New Essay - One Word Leads To The Next: Unconventional Conjunctive Devices
The other day a friend was doing a crossword puzzle and asked me, “What song begins ‘It’s nine o’clock on a Saturday…’.” Without missing a beat I added, “…the regular crowd shuffles in. There’s an old man sitting next to me, making love to his tonic and gin.”
Beyond demonstrating that I knew the song – Billy Joel’s “Piano Man” – I spoke the lyrics to their end, compulsively, because they were so linked together in my mind. Each word evoked another, and it was impossible for me to stop until I’d recited every verse. Be warned, never ask me to recite Don McLean’s “American Pie” or Gordon Lightfoot’s “The Wreck of the Edmund Fitzgerald,” because I will. Word for word.
Obsessive-compulsive behavior or not, that’s how I think a well-written story should work: Each word should trigger the next, there should be a rhythm that supports memory retrieval, and regular repeating phrases to act as the linking devices. In other words: Hooks.

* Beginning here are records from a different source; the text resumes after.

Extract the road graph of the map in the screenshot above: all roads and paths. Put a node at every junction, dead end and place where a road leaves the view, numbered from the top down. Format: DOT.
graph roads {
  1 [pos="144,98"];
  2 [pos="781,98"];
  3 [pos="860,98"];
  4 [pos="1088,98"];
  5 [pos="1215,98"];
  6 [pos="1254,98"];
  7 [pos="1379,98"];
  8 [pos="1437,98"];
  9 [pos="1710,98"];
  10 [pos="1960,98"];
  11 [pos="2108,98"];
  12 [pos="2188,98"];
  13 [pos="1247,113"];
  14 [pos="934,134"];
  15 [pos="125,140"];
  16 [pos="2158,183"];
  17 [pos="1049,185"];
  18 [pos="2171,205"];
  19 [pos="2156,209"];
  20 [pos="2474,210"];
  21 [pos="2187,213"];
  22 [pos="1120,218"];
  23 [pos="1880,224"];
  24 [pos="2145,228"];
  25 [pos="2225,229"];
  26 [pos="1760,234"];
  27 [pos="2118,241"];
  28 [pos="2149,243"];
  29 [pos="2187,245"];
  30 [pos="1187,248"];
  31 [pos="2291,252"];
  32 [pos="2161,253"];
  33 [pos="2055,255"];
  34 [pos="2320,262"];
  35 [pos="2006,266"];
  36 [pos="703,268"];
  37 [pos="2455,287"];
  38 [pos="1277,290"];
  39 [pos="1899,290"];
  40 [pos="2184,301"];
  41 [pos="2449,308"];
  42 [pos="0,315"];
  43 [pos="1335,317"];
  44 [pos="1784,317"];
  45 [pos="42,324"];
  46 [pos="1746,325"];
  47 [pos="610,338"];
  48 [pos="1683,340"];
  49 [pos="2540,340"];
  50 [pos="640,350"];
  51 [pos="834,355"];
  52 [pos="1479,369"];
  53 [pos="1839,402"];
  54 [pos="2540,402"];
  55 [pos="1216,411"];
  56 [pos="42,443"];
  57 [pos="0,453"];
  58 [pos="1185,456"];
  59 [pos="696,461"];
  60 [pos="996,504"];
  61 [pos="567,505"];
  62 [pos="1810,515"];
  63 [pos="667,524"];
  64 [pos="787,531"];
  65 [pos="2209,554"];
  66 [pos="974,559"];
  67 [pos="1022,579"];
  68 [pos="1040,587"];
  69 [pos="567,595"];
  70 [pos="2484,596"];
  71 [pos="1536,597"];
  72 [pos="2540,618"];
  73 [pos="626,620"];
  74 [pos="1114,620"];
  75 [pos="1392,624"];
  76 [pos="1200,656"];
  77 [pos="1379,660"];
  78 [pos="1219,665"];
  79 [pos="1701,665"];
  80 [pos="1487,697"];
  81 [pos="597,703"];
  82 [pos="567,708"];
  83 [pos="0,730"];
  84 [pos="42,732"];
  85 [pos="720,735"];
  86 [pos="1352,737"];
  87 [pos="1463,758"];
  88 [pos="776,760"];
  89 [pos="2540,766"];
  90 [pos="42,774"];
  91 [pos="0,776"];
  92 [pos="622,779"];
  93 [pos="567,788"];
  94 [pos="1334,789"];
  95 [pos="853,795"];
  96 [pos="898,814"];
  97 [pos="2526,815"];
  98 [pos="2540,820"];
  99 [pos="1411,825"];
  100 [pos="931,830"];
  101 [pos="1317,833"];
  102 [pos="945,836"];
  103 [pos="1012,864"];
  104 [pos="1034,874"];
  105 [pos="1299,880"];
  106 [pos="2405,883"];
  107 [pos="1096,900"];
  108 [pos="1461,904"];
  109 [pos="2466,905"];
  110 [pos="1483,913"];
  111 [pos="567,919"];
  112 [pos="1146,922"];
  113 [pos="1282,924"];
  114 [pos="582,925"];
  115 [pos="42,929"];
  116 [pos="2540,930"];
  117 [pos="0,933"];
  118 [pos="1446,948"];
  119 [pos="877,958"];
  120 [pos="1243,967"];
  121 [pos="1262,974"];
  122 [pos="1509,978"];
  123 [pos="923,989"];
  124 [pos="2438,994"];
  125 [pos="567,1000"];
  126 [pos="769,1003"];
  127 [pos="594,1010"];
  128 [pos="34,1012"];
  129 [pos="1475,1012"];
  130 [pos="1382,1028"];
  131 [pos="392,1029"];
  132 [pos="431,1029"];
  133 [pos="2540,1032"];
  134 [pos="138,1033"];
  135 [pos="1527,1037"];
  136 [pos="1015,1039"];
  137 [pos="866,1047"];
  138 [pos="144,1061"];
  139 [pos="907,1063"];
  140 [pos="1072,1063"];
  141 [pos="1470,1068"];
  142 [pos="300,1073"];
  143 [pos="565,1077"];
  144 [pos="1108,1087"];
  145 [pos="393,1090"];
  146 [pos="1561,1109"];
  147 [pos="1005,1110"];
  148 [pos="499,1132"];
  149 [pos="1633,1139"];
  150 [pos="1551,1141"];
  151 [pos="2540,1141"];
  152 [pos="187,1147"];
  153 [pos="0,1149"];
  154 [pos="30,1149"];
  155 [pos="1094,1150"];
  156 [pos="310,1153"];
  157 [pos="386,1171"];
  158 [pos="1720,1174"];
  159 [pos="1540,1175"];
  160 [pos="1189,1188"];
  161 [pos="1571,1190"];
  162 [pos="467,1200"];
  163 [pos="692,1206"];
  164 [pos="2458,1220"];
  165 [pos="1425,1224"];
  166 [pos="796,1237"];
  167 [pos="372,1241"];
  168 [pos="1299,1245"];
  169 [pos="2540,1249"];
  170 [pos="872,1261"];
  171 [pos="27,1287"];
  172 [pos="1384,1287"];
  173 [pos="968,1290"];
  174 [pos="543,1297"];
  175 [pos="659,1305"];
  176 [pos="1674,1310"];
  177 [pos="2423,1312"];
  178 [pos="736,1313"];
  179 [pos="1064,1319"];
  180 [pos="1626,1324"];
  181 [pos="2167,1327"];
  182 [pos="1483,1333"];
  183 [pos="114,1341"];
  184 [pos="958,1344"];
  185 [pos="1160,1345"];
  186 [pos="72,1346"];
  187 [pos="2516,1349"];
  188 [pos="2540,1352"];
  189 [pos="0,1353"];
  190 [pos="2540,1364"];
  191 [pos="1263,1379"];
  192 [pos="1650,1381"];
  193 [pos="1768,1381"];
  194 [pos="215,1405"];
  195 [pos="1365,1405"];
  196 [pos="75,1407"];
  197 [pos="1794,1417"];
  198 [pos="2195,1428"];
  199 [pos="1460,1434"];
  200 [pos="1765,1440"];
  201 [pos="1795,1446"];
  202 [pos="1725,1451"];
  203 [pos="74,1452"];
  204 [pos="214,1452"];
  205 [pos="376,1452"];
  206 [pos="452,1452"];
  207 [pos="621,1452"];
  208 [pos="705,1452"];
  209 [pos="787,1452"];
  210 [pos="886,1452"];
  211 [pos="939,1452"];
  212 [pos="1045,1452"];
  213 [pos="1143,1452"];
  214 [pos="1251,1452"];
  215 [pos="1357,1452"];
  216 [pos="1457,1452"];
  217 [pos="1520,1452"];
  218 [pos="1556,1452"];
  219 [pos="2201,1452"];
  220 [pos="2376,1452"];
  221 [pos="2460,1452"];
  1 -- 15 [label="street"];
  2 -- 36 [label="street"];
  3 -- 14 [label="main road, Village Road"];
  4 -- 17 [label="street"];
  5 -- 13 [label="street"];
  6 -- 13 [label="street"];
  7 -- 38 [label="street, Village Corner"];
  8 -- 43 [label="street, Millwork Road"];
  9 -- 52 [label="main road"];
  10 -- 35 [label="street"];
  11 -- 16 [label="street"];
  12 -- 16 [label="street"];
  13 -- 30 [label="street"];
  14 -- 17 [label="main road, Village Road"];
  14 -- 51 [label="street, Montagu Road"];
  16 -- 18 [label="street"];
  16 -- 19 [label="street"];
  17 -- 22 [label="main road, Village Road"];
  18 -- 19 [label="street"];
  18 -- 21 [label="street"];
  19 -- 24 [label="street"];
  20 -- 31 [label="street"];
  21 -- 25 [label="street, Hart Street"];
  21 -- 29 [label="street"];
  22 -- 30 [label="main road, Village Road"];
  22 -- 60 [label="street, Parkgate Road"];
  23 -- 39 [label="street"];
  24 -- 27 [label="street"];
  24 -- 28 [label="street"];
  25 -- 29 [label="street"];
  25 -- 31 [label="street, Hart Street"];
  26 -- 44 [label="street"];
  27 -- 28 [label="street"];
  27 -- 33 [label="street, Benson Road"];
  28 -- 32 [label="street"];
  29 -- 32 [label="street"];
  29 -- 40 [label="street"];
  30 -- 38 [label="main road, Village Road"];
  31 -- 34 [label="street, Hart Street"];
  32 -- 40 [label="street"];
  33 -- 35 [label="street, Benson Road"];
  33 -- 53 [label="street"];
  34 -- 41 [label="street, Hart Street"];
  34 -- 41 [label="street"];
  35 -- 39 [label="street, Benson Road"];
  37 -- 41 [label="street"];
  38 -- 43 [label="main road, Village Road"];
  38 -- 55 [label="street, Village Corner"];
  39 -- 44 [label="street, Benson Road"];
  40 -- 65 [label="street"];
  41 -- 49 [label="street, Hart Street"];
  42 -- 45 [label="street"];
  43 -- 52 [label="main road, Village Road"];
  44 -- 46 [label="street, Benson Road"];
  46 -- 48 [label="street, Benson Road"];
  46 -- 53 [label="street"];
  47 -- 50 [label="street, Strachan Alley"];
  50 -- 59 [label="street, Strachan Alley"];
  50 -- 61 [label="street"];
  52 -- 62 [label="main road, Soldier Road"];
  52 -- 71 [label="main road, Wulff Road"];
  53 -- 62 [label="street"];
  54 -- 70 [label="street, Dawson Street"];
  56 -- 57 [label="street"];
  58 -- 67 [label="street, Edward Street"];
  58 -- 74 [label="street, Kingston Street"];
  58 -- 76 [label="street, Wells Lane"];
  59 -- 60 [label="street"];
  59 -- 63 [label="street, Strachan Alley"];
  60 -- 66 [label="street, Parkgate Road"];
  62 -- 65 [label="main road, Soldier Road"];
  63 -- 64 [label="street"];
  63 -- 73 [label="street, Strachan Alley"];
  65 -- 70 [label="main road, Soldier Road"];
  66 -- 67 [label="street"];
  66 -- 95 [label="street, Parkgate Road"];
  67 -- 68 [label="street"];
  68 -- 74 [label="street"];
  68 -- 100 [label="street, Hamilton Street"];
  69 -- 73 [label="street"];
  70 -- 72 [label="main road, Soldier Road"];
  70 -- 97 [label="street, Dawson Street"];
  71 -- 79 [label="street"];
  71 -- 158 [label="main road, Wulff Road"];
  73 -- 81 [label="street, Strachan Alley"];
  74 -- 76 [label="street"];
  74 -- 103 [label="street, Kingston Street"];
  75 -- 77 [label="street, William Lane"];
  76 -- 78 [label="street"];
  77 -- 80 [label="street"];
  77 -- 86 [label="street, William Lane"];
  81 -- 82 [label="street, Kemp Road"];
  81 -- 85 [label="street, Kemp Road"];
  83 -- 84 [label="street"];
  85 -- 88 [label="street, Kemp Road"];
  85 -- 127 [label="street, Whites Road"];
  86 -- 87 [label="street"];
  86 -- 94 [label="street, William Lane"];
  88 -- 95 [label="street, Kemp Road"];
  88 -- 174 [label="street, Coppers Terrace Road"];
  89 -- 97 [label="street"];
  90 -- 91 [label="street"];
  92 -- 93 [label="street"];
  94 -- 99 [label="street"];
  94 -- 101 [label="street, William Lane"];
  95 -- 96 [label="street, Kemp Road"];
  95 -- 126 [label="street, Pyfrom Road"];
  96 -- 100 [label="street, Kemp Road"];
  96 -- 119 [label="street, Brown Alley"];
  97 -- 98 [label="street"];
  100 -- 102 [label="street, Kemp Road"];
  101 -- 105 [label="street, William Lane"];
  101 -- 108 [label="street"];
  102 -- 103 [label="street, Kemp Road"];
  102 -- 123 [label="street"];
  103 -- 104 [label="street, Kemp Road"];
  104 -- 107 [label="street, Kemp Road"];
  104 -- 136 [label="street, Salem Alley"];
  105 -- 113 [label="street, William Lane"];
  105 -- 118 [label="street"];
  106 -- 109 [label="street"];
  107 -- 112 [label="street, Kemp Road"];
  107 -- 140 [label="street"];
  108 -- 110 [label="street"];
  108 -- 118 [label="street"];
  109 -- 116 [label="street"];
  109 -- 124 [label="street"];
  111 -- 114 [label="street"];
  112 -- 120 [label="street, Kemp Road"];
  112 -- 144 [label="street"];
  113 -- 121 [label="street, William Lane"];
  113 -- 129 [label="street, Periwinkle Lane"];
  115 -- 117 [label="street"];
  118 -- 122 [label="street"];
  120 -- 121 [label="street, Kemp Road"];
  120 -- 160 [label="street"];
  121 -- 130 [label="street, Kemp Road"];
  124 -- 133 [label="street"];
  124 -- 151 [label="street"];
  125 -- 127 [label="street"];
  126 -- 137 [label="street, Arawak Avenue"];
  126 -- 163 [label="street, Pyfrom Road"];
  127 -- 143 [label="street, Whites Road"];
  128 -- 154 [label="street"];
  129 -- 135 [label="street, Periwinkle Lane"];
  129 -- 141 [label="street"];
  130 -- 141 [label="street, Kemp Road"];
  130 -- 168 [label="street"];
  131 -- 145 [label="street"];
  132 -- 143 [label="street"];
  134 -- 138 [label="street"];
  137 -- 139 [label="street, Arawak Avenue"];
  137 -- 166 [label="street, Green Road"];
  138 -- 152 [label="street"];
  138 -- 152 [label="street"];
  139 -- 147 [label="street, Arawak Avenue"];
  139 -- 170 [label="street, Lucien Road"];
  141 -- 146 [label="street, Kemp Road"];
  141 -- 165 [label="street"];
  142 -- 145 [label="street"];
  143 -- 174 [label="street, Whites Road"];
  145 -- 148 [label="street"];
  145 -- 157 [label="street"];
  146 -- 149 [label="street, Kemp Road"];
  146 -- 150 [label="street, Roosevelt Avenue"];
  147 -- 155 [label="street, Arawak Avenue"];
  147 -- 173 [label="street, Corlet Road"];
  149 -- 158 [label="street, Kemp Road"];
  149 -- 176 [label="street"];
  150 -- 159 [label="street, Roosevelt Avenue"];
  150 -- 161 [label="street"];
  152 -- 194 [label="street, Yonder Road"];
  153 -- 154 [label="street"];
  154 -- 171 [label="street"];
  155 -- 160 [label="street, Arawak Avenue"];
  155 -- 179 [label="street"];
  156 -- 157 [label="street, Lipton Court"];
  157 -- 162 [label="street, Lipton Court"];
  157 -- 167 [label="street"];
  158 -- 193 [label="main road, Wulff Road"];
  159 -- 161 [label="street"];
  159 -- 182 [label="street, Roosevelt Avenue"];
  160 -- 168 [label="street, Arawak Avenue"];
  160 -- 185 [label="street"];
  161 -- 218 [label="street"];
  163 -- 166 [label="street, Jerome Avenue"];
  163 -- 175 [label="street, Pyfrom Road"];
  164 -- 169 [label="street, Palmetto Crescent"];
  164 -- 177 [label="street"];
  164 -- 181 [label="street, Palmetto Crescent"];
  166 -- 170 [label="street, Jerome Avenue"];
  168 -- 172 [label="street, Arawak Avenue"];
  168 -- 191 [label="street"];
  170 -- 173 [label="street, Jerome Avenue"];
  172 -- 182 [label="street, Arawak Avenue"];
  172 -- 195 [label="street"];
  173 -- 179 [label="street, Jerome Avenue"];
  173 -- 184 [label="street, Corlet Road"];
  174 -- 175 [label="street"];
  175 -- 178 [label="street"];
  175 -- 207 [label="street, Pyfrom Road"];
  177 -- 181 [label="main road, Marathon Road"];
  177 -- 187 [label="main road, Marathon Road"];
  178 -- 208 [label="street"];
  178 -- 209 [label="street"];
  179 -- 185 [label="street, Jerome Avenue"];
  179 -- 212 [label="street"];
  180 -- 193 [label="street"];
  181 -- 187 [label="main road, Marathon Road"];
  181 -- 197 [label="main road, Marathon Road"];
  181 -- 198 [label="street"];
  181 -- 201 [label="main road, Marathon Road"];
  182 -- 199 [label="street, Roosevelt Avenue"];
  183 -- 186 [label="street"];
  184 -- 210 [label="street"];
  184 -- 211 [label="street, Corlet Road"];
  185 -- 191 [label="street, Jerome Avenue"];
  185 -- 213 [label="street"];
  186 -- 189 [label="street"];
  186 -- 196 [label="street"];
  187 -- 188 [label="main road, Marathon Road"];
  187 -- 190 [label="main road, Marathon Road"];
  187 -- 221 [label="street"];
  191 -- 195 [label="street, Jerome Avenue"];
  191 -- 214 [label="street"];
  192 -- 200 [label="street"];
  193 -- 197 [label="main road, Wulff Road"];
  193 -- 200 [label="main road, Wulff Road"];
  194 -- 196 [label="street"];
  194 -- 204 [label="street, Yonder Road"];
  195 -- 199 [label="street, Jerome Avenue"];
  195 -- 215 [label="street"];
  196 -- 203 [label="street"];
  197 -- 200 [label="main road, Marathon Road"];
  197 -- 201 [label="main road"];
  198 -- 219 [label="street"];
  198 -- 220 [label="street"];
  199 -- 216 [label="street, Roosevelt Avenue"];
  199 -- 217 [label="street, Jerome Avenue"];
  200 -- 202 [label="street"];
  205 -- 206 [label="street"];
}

Even rhymes, the very things copyeditors labor to eradicate, they can give a story a memorable song-like quality. For example, in writing the story “Cannibal,” I loved the lines “…tastes like tears. Because it’s gallons, like Tammy Faye Bakker’s cried a hundred years inside his mouth…” Editors loathe rhymes. Using them seems to violate some firewall dividing prose and poetry. However, my goal is to use more of them.
What I’m getting at, here… my point is… fiction is facing the same crisis that figurative painting faced when photography arrived. So many people know the skills for telling a clear, technically perfect story, essentially taking a photo. Our writing software corrects our grammar and spelling. By now we might even have programs that can construct bestselling books. My point is that fiction writers should abandon technically correct writing and experiment in the same way painters were forced to experiment in order to keep their medium relevant.